Ever since I started my PhD project I have been struggling with the word gesture. Now as I am working on a theory chapter for my dissertation, I have had to really try and decide on some terminology, and this is my current approach:

I use movement as the general term to describe the act of changing physical position of body parts related to music performance or perception. Action is used to denote goal-directed movements that form a separate unit. This involves perceptual chunking on either the performers and/or the perceiver’s side.

Thus, what I am trying to say, is that gesture is really a mental construct happening on the perceiver’s side (yes, I agree that sometimes the performer could also be the perceiver). A sketch of this could be:


The performer is trying to communicate an intention to the perceiver, but is doing this through an action. How the action is interpreted is a subjective process happening on the perceiver’s side, and sometimes the performer’s intention is perceived “correctly”, sometimes not.

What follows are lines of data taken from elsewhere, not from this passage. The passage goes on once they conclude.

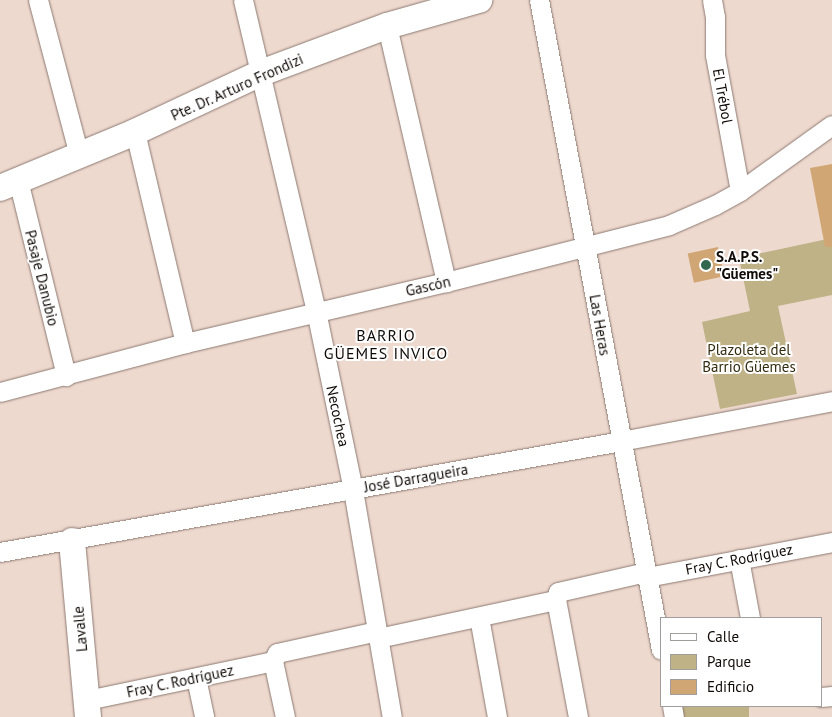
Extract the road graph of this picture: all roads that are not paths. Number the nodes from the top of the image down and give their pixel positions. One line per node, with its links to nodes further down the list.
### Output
1 (38, 0): 10 (street)
2 (243, 0): 7 (street, Necochea)
3 (479, 0): 6 (street, Pte. Dr. Arturo Frondizi)
4 (539, 0): 13 (street, Las Heras)
5 (712, 0): 12 (street, El Trébol)
6 (386, 26): 7 (street, Pte. Dr. Arturo Frondizi); 14 (street)
7 (261, 73): 9 (street, Pte. Dr. Arturo Frondizi); 15 (street, Necochea)
8 (832, 125): 12 (street, Gascón)
9 (135, 132): 10 (street, Pte. Dr. Arturo Frondizi); 16 (street)
10 (79, 155): 11 (street, Pte. Dr. Arturo Frondizi)
11 (9, 184): 17 (street, Pasaje Danubio)
12 (740, 191): 13 (street, Gascón)
13 (587, 246): 14 (street, Gascón); 20 (street, Las Heras)
14 (446, 282): 15 (street, Gascón)
15 (316, 311): 16 (street, Gascón); 21 (street, Necochea)
16 (186, 343): 17 (street, Gascón)
17 (66, 376): 18 (street, Gascón)
18 (0, 392)
19 (832, 400): 20 (street, José Darragueira)
20 (621, 441): 21 (street, José Darragueira); 26 (street, Las Heras)
21 (353, 490): 22 (street, José Darragueira); 30 (street, Necochea)
22 (72, 541): 24 (street, José Darragueira); 34 (street, Lavalle)
23 (832, 542): 25 (street, Fray C. Rodríguez)
24 (0, 552)
25 (739, 559): 26 (street, Fray C. Rodríguez); 29 (street)
26 (646, 574): 27 (street, Fray C. Rodríguez); 31 (street, Las Heras)
27 (556, 600): 28 (street); 39 (street)
28 (479, 617): 30 (street); 38 (street)
29 (750, 617)
30 (377, 634): 32 (street, Fray C. Rodríguez); 37 (street, Necochea)
31 (660, 645)
32 (273, 661): 33 (street, Fray C. Rodríguez); 36 (street)
33 (196, 678): 34 (street, Fray C. Rodríguez); 35 (street)
34 (88, 709)
35 (204, 717)
36 (285, 717)
37 (392, 717)
38 (497, 717)
39 (578, 717)

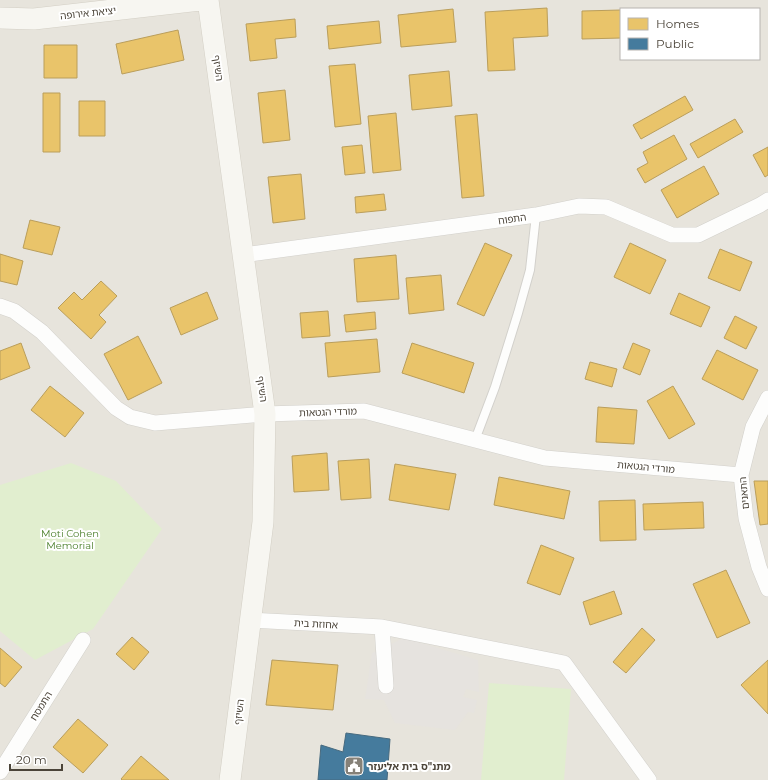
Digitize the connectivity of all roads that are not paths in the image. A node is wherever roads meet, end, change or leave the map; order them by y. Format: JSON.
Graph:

I think many of the so-called “gesture recognition” systems are really focusing on low-level features, which could (at best) be described as “action recognition” systems. But if we want to make systems that actually look for gestures, we need to focus on the interpretation of the intentions behind the actions.

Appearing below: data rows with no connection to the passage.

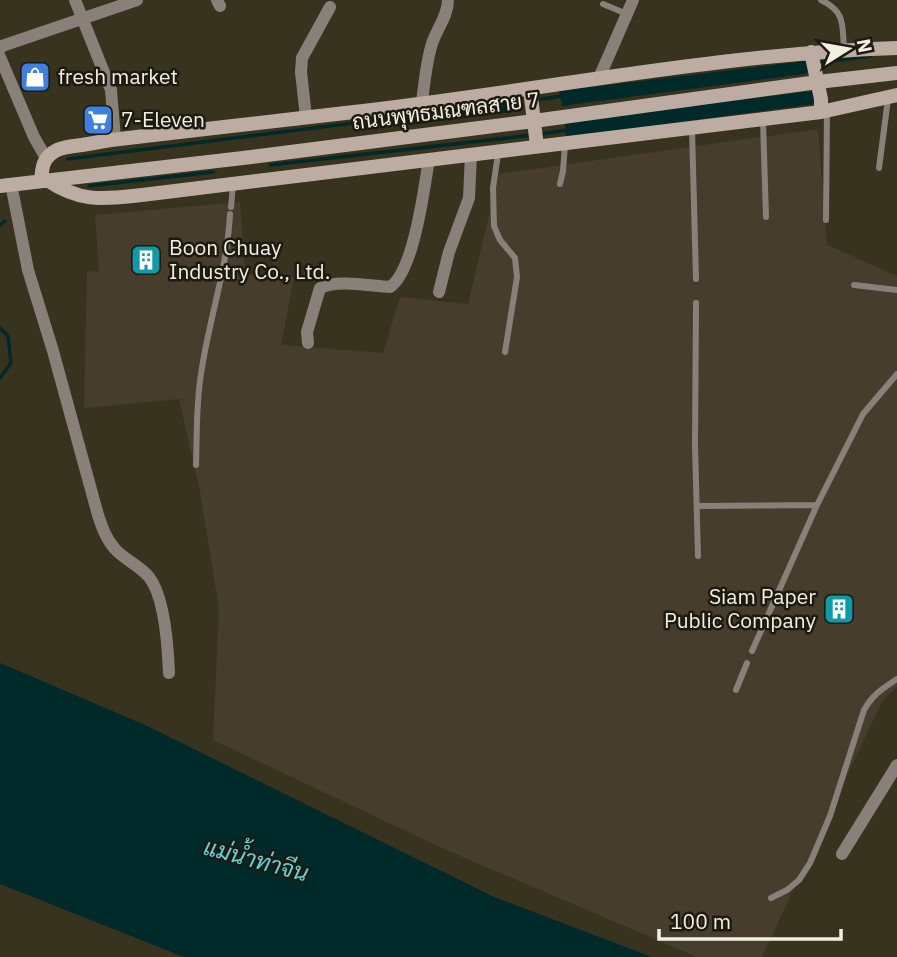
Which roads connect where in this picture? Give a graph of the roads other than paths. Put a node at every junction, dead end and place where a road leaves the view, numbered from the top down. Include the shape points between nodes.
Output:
1 (75, 0) edge
2 (137, 0) edge
3 (448, 0) edge
4 (634, 0) edge
5 (821, 0) edge
6 (603, 4) dead end
7 (330, 7) dead end
8 (627, 14) junction
9 (82, 19) junction
10 (0, 48) edge
11 (897, 48) edge
12 (844, 49) junction
13 (811, 52) junction
14 (0, 57) edge
15 (897, 73) edge
16 (599, 78) junction
17 (818, 82) junction
18 (530, 89) junction
19 (892, 96) edge
20 (422, 103) junction
21 (824, 112) junction
22 (306, 117) junction
23 (763, 119) junction
24 (534, 121) junction
25 (692, 127) junction
26 (115, 139) junction
27 (565, 143) junction
28 (537, 146) junction
29 (499, 152) junction
30 (471, 154) junction
31 (46, 158) junction
32 (243, 158) junction
33 (429, 159) junction
34 (880, 168) dead end
35 (44, 181) junction
36 (239, 184) junction
37 (559, 184) dead end
38 (3, 185) edge
39 (765, 217) dead end
40 (826, 220) dead end
41 (696, 279) dead end
42 (854, 285) dead end
43 (897, 290) edge
44 (439, 292) dead end
45 (696, 303) dead end
46 (308, 343) dead end
47 (505, 352) dead end
48 (897, 374) edge
49 (196, 466) dead end
50 (817, 505) junction
51 (697, 506) junction
52 (698, 556) dead end
53 (752, 651) dead end
54 (747, 663) dead end
55 (169, 673) dead end
56 (897, 679) edge
57 (736, 690) dead end
58 (897, 765) edge
59 (842, 854) dead end
60 (771, 898) dead end

1 - 9 street
2 - 9 street
3 - 20 street via 431,45
4 - 8 street
5 - 12 lane via 839,12
6 - 8 lane
7 - 22 street via 302,58
8 - 16 street
9 - 10 street
9 - 26 street via 110,90
11 - 12 main road
12 - 13 main road
13 - 16 main road
13 - 17 main road
14 - 31 street
15 - 17 main road, ถนนพุทธมณฑลสาย 7
16 - 18 main road
17 - 21 main road
17 - 24 main road, ถนนพุทธมณฑลสาย 7
18 - 20 main road
18 - 24 main road
19 - 21 main road
19 - 34 lane
20 - 22 main road
21 - 23 main road
21 - 40 lane
22 - 26 main road
23 - 25 main road
23 - 39 lane
24 - 28 main road
24 - 32 main road, ถนนพุทธมณฑลสาย 7
25 - 27 main road
25 - 41 lane
26 - 31 main road via 63,148
27 - 28 main road
27 - 37 lane
28 - 29 main road
29 - 30 main road
29 - 47 lane via 493,188 494,226 517,265
30 - 33 main road
30 - 44 street via 469,198
31 - 35 main road
32 - 35 main road, ถนนพุทธมณฑลสาย 7
32 - 36 main road
33 - 36 main road
33 - 46 street via 400,279 390,287 337,284 320,288
35 - 36 main road via 81,197 104,199
35 - 38 main road, ถนนพุทธมณฑลสาย 7
36 - 49 lane via 201,374
38 - 55 street via 16,212 28,270 98,515 116,550 151,579 165,628
42 - 43 lane
45 - 51 lane
48 - 50 lane via 863,414
50 - 51 lane
50 - 53 lane
51 - 52 lane
54 - 57 lane
56 - 60 lane via 877,692 864,710 810,863 799,880
58 - 59 street

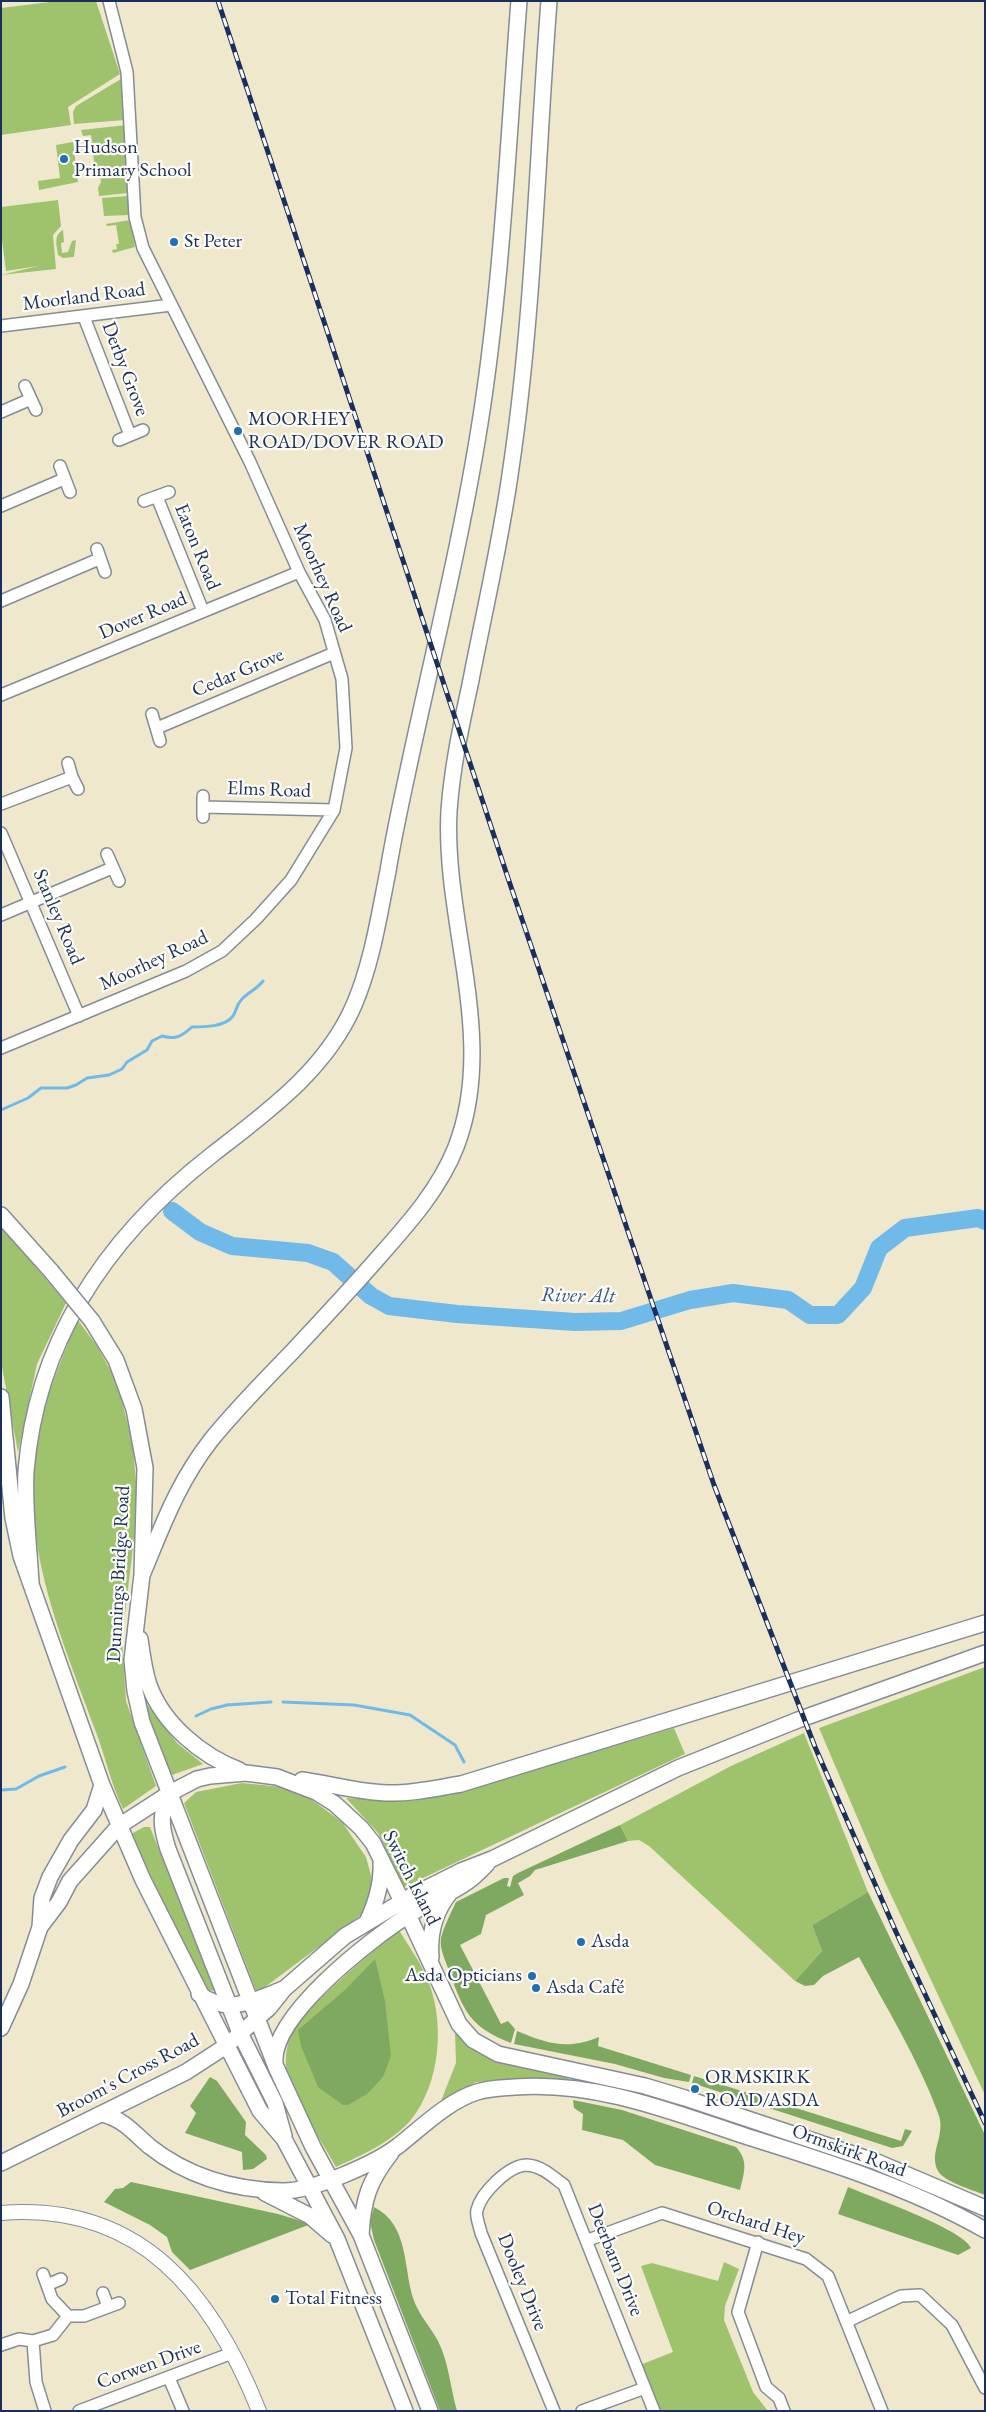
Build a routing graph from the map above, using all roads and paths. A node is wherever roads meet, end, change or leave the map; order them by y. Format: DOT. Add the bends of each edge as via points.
graph roads {
  1 [pos="109,1"];
  2 [pos="519,1"];
  3 [pos="549,1"];
  4 [pos="171,305"];
  5 [pos="84,317"];
  6 [pos="1,326"];
  7 [pos="25,386"];
  8 [pos="1,412"];
  9 [pos="143,430"];
  10 [pos="130,435"];
  11 [pos="119,440"];
  12 [pos="60,466"];
  13 [pos="64,479"];
  14 [pos="70,492"];
  15 [pos="169,492"];
  16 [pos="157,497"];
  17 [pos="144,501"];
  18 [pos="1,506"];
  19 [pos="105,572"];
  20 [pos="299,572"];
  21 [pos="1,601"];
  22 [pos="203,611"];
  23 [pos="334,653"];
  24 [pos="1,695"];
  25 [pos="152,714"];
  26 [pos="157,728"];
  27 [pos="160,741"];
  28 [pos="68,763"];
  29 [pos="72,777"];
  30 [pos="78,789"];
  31 [pos="1,804"];
  32 [pos="203,806"];
  33 [pos="334,810"];
  34 [pos="1,833"];
  35 [pos="107,854"];
  36 [pos="112,868"];
  37 [pos="119,881"];
  38 [pos="31,902"];
  39 [pos="1,915"];
  40 [pos="79,1016"];
  41 [pos="1,1048"];
  42 [pos="1,1215"];
  43 [pos="1,1397"];
  44 [pos="142,1575"];
  45 [pos="31,1583"];
  46 [pos="985,1623"];
  47 [pos="137,1626"];
  48 [pos="985,1653"];
  49 [pos="246,1773"];
  50 [pos="277,1777"];
  51 [pos="102,1785"];
  52 [pos="170,1793"];
  53 [pos="179,1819"];
  54 [pos="160,1820"];
  55 [pos="119,1826"];
  56 [pos="381,1859"];
  57 [pos="492,1859"];
  58 [pos="451,1891"];
  59 [pos="401,1901"];
  60 [pos="409,1914"];
  61 [pos="367,1922"];
  62 [pos="40,1927"];
  63 [pos="432,1964"];
  64 [pos="284,1989"];
  65 [pos="199,1994"];
  66 [pos="250,2002"];
  67 [pos="448,2003"];
  68 [pos="229,2006"];
  69 [pos="256,2019"];
  70 [pos="1,2028"];
  71 [pos="240,2033"];
  72 [pos="226,2046"];
  73 [pos="276,2067"];
  74 [pos="102,2114"];
  75 [pos="284,2139"];
  76 [pos="395,2148"];
  77 [pos="1,2163"];
  78 [pos="506,2174"];
  79 [pos="332,2178"];
  80 [pos="310,2186"];
  81 [pos="260,2190"];
  82 [pos="985,2208"];
  83 [pos="1,2213"];
  84 [pos="985,2230"];
  85 [pos="361,2234"];
  86 [pos="337,2239"];
  87 [pos="588,2240"];
  88 [pos="758,2242"];
  89 [pos="61,2279"];
  90 [pos="103,2293"];
  91 [pos="68,2316"];
  92 [pos="848,2321"];
  93 [pos="33,2341"];
  94 [pos="1,2345"];
  95 [pos="232,2353"];
  96 [pos="169,2378"];
  97 [pos="645,2388"];
  98 [pos="985,2388"];
  99 [pos="45,2411"];
  100 [pos="79,2411"];
  101 [pos="183,2411"];
  102 [pos="259,2411"];
  103 [pos="405,2411"];
  104 [pos="430,2411"];
  105 [pos="554,2411"];
  106 [pos="582,2411"];
  107 [pos="654,2411"];
  108 [pos="784,2411"];
  109 [pos="882,2411"];
  1 -- 4 [label="street, Moorhey Road" via="127,72 135,217 143,248"];
  2 -- 45 [label="highway" via="502,231 480,422 452,574 365,974 349,1016 321,1059 275,1104 162,1196 122,1240 83,1293 49,1365 31,1437 26,1492"];
  3 -- 44 [label="highway" via="530,308 521,394 498,546 455,756 449,812 453,901 471,1031 471,1092 455,1150 441,1178 404,1229 238,1408 198,1458 170,1505"];
  4 -- 5 [label="street, Moorland Road"];
  4 -- 20 [label="street, Moorhey Road" via="250,462"];
  5 -- 6 [label="street, Moorland Road"];
  5 -- 10 [label="street, Derby Grove"];
  7 -- 8 [label="street" via="34,405"];
  9 -- 10 [label="street, Derby Grove"];
  10 -- 11 [label="street, Derby Grove"];
  12 -- 13 [label="street"];
  13 -- 14 [label="street"];
  13 -- 18 [label="street"];
  15 -- 16 [label="street, Eaton Road"];
  16 -- 17 [label="street, Eaton Road"];
  16 -- 22 [label="street, Eaton Road"];
  19 -- 21 [label="street" via="98,554"];
  20 -- 22 [label="street, Dover Road"];
  20 -- 23 [label="street, Moorhey Road" via="325,620"];
  22 -- 24 [label="street, Dover Road"];
  23 -- 26 [label="street, Cedar Grove"];
  23 -- 33 [label="street, Moorhey Road" via="342,679 346,748"];
  25 -- 26 [label="street"];
  26 -- 27 [label="street"];
  28 -- 29 [label="street"];
  29 -- 30 [label="street"];
  29 -- 31 [label="street"];
  32 -- 33 [label="street, Elms Road"];
  33 -- 40 [label="street, Moorhey Road" via="292,880 222,951 186,971"];
  34 -- 38 [label="street, Stanley Road"];
  35 -- 36 [label="street"];
  36 -- 37 [label="street"];
  36 -- 38 [label="street"];
  38 -- 39 [label="street"];
  38 -- 40 [label="street, Stanley Road"];
  40 -- 41 [label="street, Moorhey Road"];
  42 -- 44 [label="highway, Dunnings Bridge Road, bridge" via="92,1321 116,1360 134,1409 145,1468"];
  43 -- 45 [label="highway" via="13,1518"];
  44 -- 47 [label="highway, Dunnings Bridge Road"];
  45 -- 51 [label="highway"];
  46 -- 50 [label="highway" via="461,1784 389,1793"];
  47 -- 49 [label="highway" via="150,1686 162,1710 192,1743 223,1764"];
  47 -- 52 [label="highway, Dunnings Bridge Road" via="132,1660 135,1691 142,1722"];
  48 -- 57 [label="highway" via="798,1720 678,1768"];
  49 -- 50 [label="highway, Switch Island"];
  49 -- 52 [label="highway, Switch Island" via="197,1779"];
  50 -- 56 [label="highway, Switch Island" via="316,1792 335,1804 361,1828"];
  51 -- 55 [label="highway"];
  51 -- 62 [label="highway" via="94,1810 71,1840 50,1877 42,1898"];
  52 -- 53 [label="highway"];
  52 -- 54 [label="highway"];
  52 -- 55 [label="highway, Switch Island"];
  53 -- 54 [label="highway"];
  53 -- 66 [label="highway"];
  54 -- 55 [label="highway"];
  54 -- 68 [label="highway" via="168,1849"];
  55 -- 62 [label="highway, Switch Island" via="70,1881"];
  55 -- 65 [label="highway"];
  56 -- 59 [label="highway, Switch Island"];
  56 -- 61 [label="highway" via="380,1888"];
  57 -- 58 [label="highway" via="466,1883"];
  57 -- 59 [label="highway"];
  58 -- 60 [label="highway"];
  58 -- 63 [label="highway" via="435,1916 430,1931"];
  59 -- 60 [label="highway, Switch Island"];
  59 -- 61 [label="highway"];
  60 -- 63 [label="highway, Switch Island"];
  60 -- 73 [label="highway" via="337,1970 300,2008 281,2035 274,2054"];
  61 -- 64 [label="highway" via="345,1936"];
  62 -- 70 [label="highway"];
  63 -- 67 [label="highway, Switch Island"];
  64 -- 66 [label="highway"];
  64 -- 69 [label="highway, Broom's Cross Road"];
  65 -- 68 [label="highway" via="208,2001"];
  65 -- 72 [label="highway"];
  66 -- 68 [label="highway"];
  66 -- 69 [label="highway"];
  67 -- 82 [label="highway, Ormskirk Road" via="465,2032 490,2051 685,2098 877,2162"];
  68 -- 71 [label="highway"];
  69 -- 71 [label="highway, Broom's Cross Road"];
  69 -- 73 [label="highway"];
  71 -- 72 [label="highway, Broom's Cross Road"];
  71 -- 75 [label="highway" via="274,2103"];
  72 -- 74 [label="highway, Broom's Cross Road" via="186,2072"];
  72 -- 75 [label="highway" via="260,2111"];
  73 -- 79 [label="highway" via="313,2147"];
  74 -- 77 [label="highway, Broom's Cross Road"];
  74 -- 81 [label="highway" via="123,2122 150,2146 193,2174 220,2184"];
  75 -- 80 [label="highway"];
  76 -- 79 [label="highway"];
  76 -- 84 [label="highway, Ormskirk Road" via="448,2108 477,2092 525,2086 583,2089 640,2102 822,2160 920,2198"];
  76 -- 85 [label="highway" via="376,2173 367,2192"];
  78 -- 87 [label="street, Deerbarn Drive" via="526,2165 545,2170 564,2185"];
  78 -- 105 [label="street, Dooley Drive" via="487,2190 476,2211 481,2233"];
  79 -- 80 [label="highway"];
  79 -- 85 [label="highway"];
  80 -- 81 [label="highway" via="286,2191"];
  80 -- 86 [label="highway"];
  81 -- 86 [label="highway" via="310,2216"];
  83 -- 95 [label="main road" via="56,2214 103,2227 136,2242 163,2261 194,2291"];
  85 -- 104 [label="highway"];
  86 -- 103 [label="highway"];
  87 -- 88 [label="street, Orchard Hey" via="662,2213"];
  87 -- 97 [label="street, Deerbarn Drive"];
  88 -- 92 [label="street, Orchard Hey" via="806,2259 828,2276"];
  88 -- 108 [label="street" via="738,2312 766,2387 778,2398"];
  89 -- 91 [label="street" via="45,2279 52,2299"];
  90 -- 91 [label="street" via="114,2305 84,2316"];
  91 -- 93 [label="street" via="53,2335"];
  92 -- 98 [label="street" via="901,2296 920,2295 952,2325"];
  92 -- 109 [label="street, Orchard Hey"];
  93 -- 94 [label="street" via="19,2338"];
  93 -- 99 [label="street" via="36,2382"];
  95 -- 96 [label="street, Corwen Drive"];
  95 -- 102 [label="main road"];
  96 -- 100 [label="street, Corwen Drive"];
  96 -- 101 [label="street"];
  97 -- 106 [label="street"];
  97 -- 107 [label="street, Deerbarn Drive"];
}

  1. Well, we are doing a project on gesture recognition and I fully agree. Currently no-one is trying to filter out the gestures from the other movements. The point is that no-one knows how. I ran a perception experiment on sign detection with fidgeting movements as distractors. People were great at picking out signs (even if they knew no sign language). I repeated it with gestures and signs: still good. But I didn’y find out yet how people exactly do this trick. But nice to see I am not alone in thinking about such things.